As a final note on this paper – the authors discussed the external development and community promotion of this program, reporting increased referrals and positive responses from the medical community at large. It seems, at least in their area, that physicians recognize the need for such a program and are confident in referring their patients to a facility employing evidence-informed methods.

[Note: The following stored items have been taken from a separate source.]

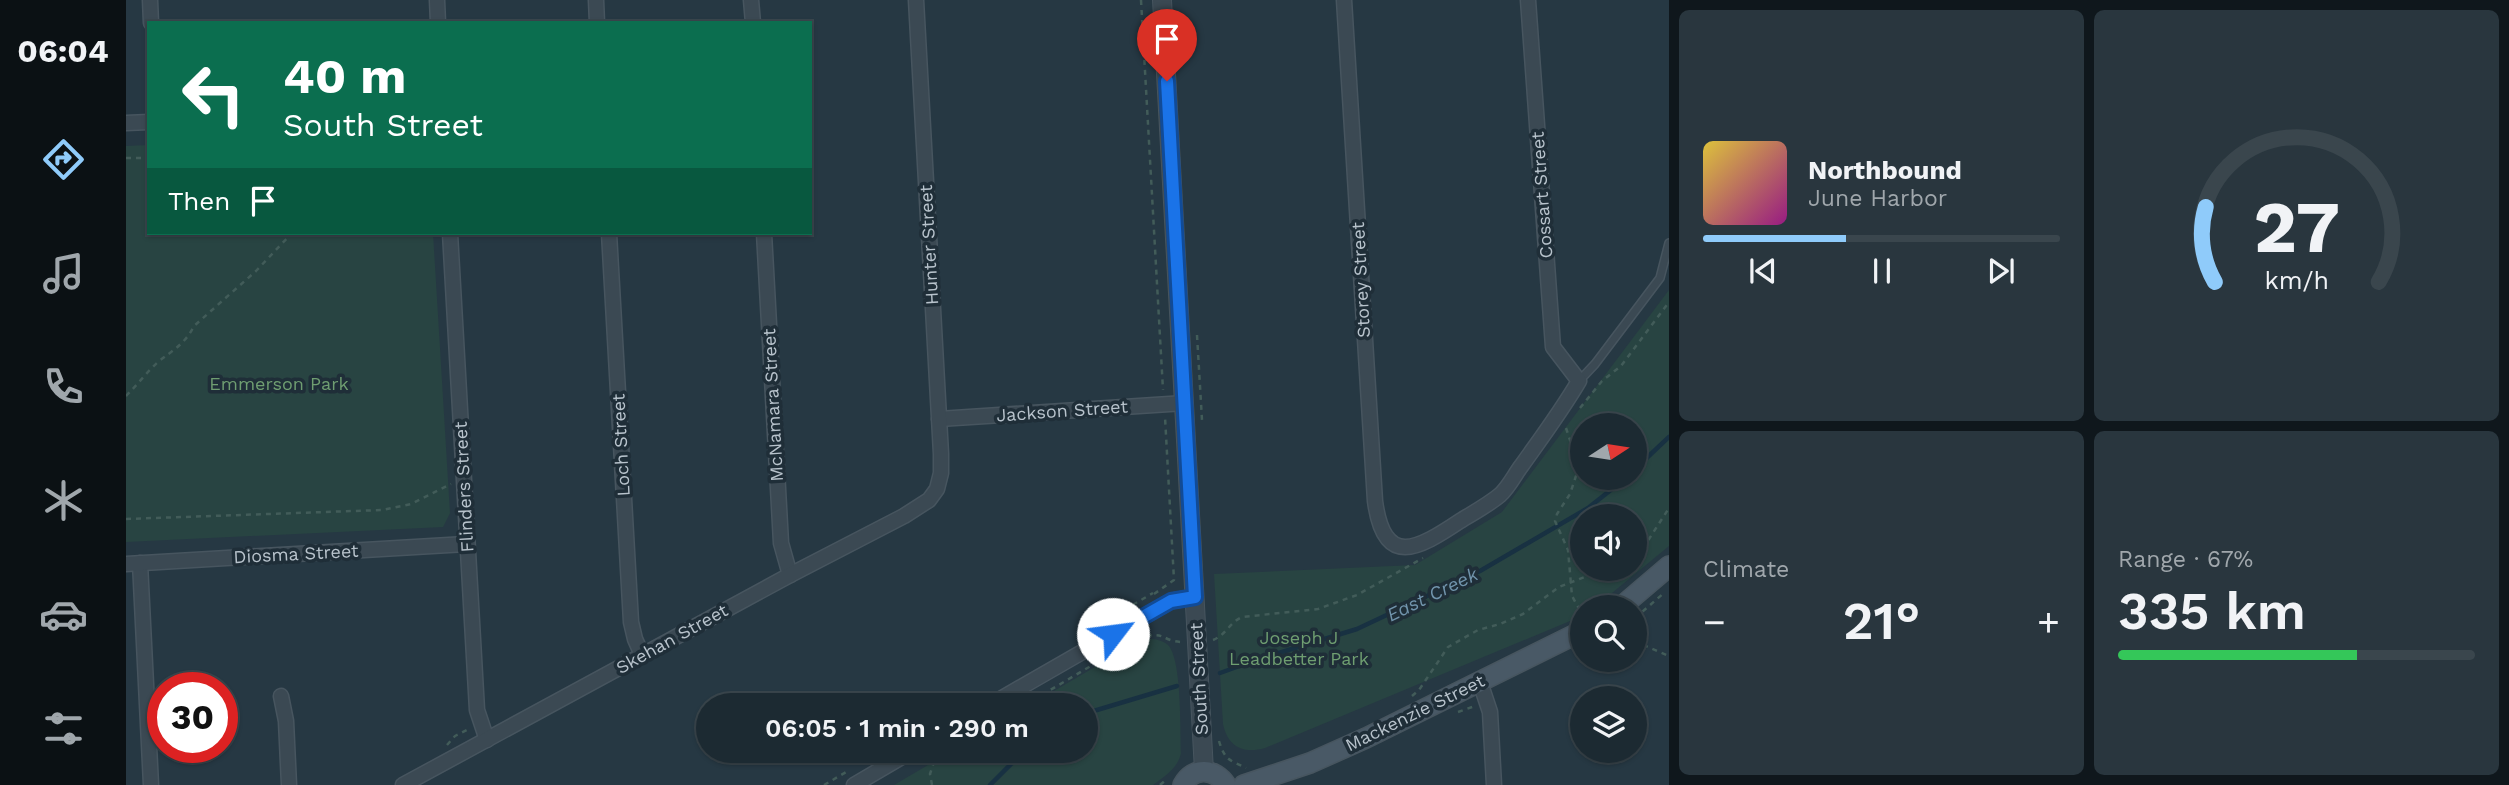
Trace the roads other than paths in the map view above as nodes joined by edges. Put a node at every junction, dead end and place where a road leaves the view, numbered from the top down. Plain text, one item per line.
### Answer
1 (150, 0) edge
2 (437, 0) edge
3 (596, 0) edge
4 (751, 0) edge
5 (916, 0) edge
6 (1162, 0) edge
7 (1344, 0) edge
8 (1528, 0) edge
9 (151, 21) edge
10 (438, 21) edge
11 (597, 21) edge
12 (753, 21) edge
13 (147, 122) edge
14 (126, 123) edge
15 (450, 235) edge
16 (609, 235) edge
17 (764, 235) edge
18 (1669, 243) edge
19 (1579, 381) junction
20 (1185, 403) junction
21 (939, 419) junction
22 (937, 489) joint
23 (466, 544) junction
24 (133, 563) edge
25 (1669, 566) edge
26 (790, 575) junction
27 (1636, 595) edge
28 (1195, 597) junction
29 (1570, 637) edge
30 (642, 656) junction
31 (1480, 682) junction
32 (1011, 693) edge
33 (281, 696) dead end
34 (487, 740) junction
35 (892, 763) edge
36 (1204, 771) junction
37 (1246, 778) edge
38 (151, 785) edge
39 (289, 785) edge
40 (403, 785) edge
41 (854, 785) edge
42 (1183, 785) edge
43 (1226, 785) edge
44 (1494, 785) edge

1 - 9 street
2 - 10 street
3 - 11 street
4 - 12 street
5 - 21 street, Hunter Street
6 - 20 street, South Street
7 - 19 street, Storey Street
8 - 19 street, Cossart Street
13 - 14 street
15 - 23 street, Flinders Street
16 - 30 street, Loch Street
17 - 26 street, McNamara Street
18 - 19 lane
20 - 21 street, Jackson Street
20 - 28 street, South Street
21 - 22 street, Hunter Street
22 - 26 street, Skehan Street
23 - 24 street, Diosma Street
23 - 34 street, Flinders Street
24 - 38 street
25 - 27 main road
26 - 30 street, Skehan Street
28 - 32 street
28 - 36 street, South Street
29 - 31 main road, Mackenzie Street
30 - 34 street, Skehan Street
31 - 37 main road, Mackenzie Street
31 - 44 street
33 - 39 street
34 - 40 street, Skehan Street
35 - 41 street
36 - 42 main road
36 - 43 main road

If I could extrapolate for a moment, this program (or a very similar one) could do the same on an individual clinic basis, couldn’t it?

Study Strengths / Weaknesses:

This study provided a starting point and some interesting insight into the following:
  • The potential value of inter-professional collaboration between doctors of chiropractic, physical therapists, and medical doctors
  • The promotion of care coordination to reduce unnecessary testing and procedures
  • The standardization of LBP management to reduce practice variation and high costs of care
  • As a stand-alone dataset using the CPR principles, patients assessed and classified using this strategy faired pretty well
The Jordan Hospital SCP has a lot to offer but this particular set of data has a few limitations that we should keep in mind:
  1. There was no control group – a logical next step would be to compare the SCP with a control and/or ‘typical’ medical intervention.
  2. Although the results in the treated patients were encouraging, we should remember that many patients with acute LBP experience symptom resolution in a relatively short period of time.
  3. Long-term follow-up was not conducted – further research on this SPC should address this shortcoming.

Additional References:

  1. Martin BI, Deyo RA, Mirza SK et al. Expenditures and health status among adults with back and neck problems. JAMA 2008; 299: 656-64.
  2. Deyo RA, Mirza SK, Turner JA, Martin BI. Overtreating chronic back pain: time to back off? J Am Board Fam Med 2009; 22: 62-8.
  3. Hebert J, Koppenhaver S, Fritz JM, Parent E. Clinical prediction for success of interventions for managing low back pain. Clin Sports Med 2008; 27: 463-79.